« Les regards qui nous sauvent sont les regards qui nous espèrent », disait volontiers Paul Baudiquey. En voici une illustration, tirée de… Harry Potter [1].
« Vous avez les yeux de votre mère ». Combien de fois Harry a-t-il entendu cette parole ? Jusqu’à susciter son agacement.
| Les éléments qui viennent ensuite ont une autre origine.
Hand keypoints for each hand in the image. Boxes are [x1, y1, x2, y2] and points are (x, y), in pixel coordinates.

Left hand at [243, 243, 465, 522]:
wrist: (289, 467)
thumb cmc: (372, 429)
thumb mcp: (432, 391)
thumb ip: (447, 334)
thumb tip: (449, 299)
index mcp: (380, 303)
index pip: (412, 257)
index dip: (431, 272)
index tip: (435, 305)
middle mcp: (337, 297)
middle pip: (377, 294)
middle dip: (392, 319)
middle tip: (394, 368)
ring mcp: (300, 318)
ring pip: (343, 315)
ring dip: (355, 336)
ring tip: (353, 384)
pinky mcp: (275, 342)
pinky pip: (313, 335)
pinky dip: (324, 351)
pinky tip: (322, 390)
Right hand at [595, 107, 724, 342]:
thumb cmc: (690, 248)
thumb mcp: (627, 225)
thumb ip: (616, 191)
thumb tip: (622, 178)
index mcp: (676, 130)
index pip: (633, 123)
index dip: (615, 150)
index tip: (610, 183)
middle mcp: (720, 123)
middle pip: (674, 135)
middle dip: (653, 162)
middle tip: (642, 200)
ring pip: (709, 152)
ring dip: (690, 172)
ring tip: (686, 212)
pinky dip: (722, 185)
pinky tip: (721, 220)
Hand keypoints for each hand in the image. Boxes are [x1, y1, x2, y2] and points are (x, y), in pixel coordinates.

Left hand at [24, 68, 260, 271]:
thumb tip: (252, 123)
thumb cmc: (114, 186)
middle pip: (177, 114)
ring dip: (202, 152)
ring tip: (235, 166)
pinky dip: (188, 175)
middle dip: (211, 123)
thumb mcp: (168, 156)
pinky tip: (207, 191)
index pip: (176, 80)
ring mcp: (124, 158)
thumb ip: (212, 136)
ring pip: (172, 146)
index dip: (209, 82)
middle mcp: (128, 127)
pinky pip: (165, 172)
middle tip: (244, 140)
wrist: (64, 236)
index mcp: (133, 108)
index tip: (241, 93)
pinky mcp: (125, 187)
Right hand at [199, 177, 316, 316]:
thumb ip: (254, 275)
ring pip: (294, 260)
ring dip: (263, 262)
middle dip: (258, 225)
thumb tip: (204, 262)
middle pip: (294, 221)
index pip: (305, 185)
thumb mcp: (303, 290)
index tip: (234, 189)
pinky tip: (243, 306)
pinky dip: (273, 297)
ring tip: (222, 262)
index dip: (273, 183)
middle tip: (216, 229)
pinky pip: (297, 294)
Mais interprète-t-il justement ce constat ? Pour le comprendre, il est bon de le rapprocher d’une confidence que Remus Lupin adresse à Harry à propos de Lily, sa mère : « Elle avait l’art de voir la beauté chez les autres et peut-être même plus particulièrement quand la personne ne voyait pas ce qu’il y avait de beau en elle ». En effet, Lupin est un loup-garou et Lily saura lui montrer qu’il n’est pas seulement cette bête féroce qui, hors de contrôle lors de ses transformations, peut aller jusqu’à détruire ceux qui lui sont le plus chers, mais est aussi une personne plein de ressources et de talents.
Or, au terme, Severus Rogue meurt en redisant à Harry la phrase qui, si souvent, l’irrite : « Vous avez les yeux de votre mère ». Mais, soudain, le jeune homme se trouble. L’image montre un jeu d’expression. Il comprend soudain le sens de cette formule : il ne s’agit pas d’une ressemblance extérieure, physique, mais d’une ressemblance intérieure, psychique, voire spirituelle. Harry, comme sa mère, révèle à l’autre ce qu’il est en vérité, il espère pour lui.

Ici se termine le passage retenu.